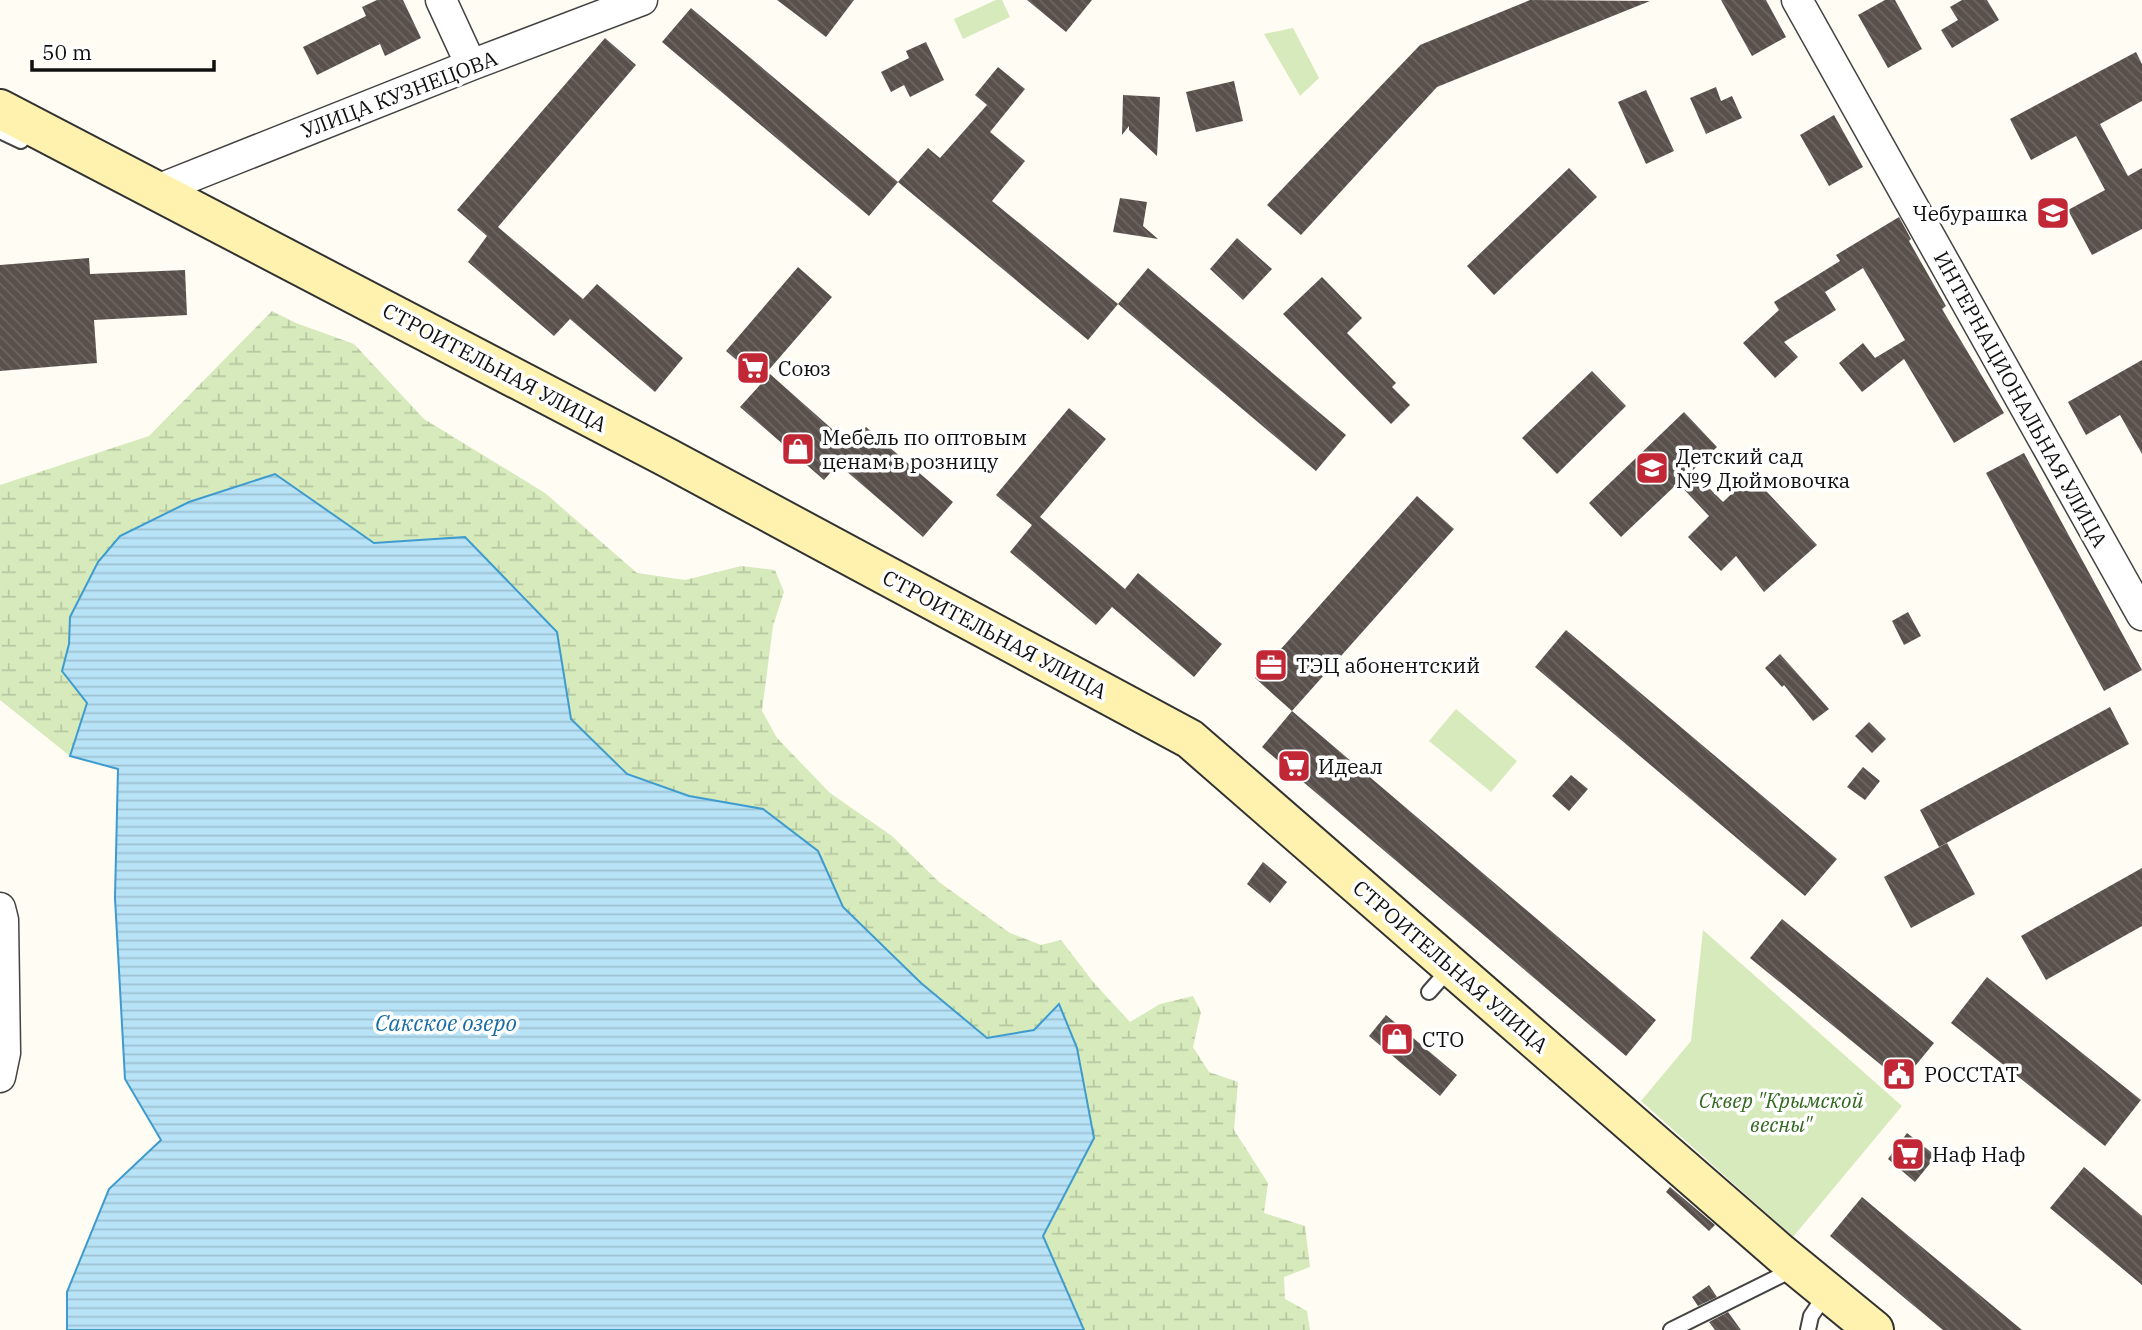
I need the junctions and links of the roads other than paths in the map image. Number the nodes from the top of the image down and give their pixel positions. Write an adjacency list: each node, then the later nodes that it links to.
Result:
1 (441, 0): 4 (street)
2 (642, 0): 4 (street, УЛИЦА КУЗНЕЦОВА)
3 (1797, 0): 9 (street, ИНТЕРНАЦИОНАЛЬНАЯ УЛИЦА)
4 (471, 65): 8 (street, УЛИЦА КУЗНЕЦОВА)
5 (0, 109): 7 (street, СТРОИТЕЛЬНАЯ УЛИЦА)
6 (0, 131): 7 (lane)
7 (49, 147): 8 (street, СТРОИТЕЛЬНАЯ УЛИЦА)
8 (157, 190): 12 (street, СТРОИТЕЛЬНАЯ УЛИЦА)
9 (2142, 615)
10 (0, 908): 11 (street)
11 (0, 1077)
12 (1793, 1263): 13 (street, СТРОИТЕЛЬНАЯ УЛИЦА); 14 (lane)
13 (1828, 1292): 15 (lane); 16 (street, СТРОИТЕЛЬНАЯ УЛИЦА)
14 (1671, 1330)
15 (1808, 1330)
16 (1874, 1330)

Exercise:
The answer is the whole listing retyped exactly, with pictures omitted.

Solved problem:
I need the junctions and links of the roads other than paths in the map image. Number the nodes from the top of the image down and give their pixel positions. Write an adjacency list: each node, then the later nodes that it links to.
Result:
1 (441, 0): 4 (street)
2 (642, 0): 4 (street, УЛИЦА КУЗНЕЦОВА)
3 (1797, 0): 9 (street, ИНТЕРНАЦИОНАЛЬНАЯ УЛИЦА)
4 (471, 65): 8 (street, УЛИЦА КУЗНЕЦОВА)
5 (0, 109): 7 (street, СТРОИТЕЛЬНАЯ УЛИЦА)
6 (0, 131): 7 (lane)
7 (49, 147): 8 (street, СТРОИТЕЛЬНАЯ УЛИЦА)
8 (157, 190): 12 (street, СТРОИТЕЛЬНАЯ УЛИЦА)
9 (2142, 615)
10 (0, 908): 11 (street)
11 (0, 1077)
12 (1793, 1263): 13 (street, СТРОИТЕЛЬНАЯ УЛИЦА); 14 (lane)
13 (1828, 1292): 15 (lane); 16 (street, СТРОИТЕЛЬНАЯ УЛИЦА)
14 (1671, 1330)
15 (1808, 1330)
16 (1874, 1330)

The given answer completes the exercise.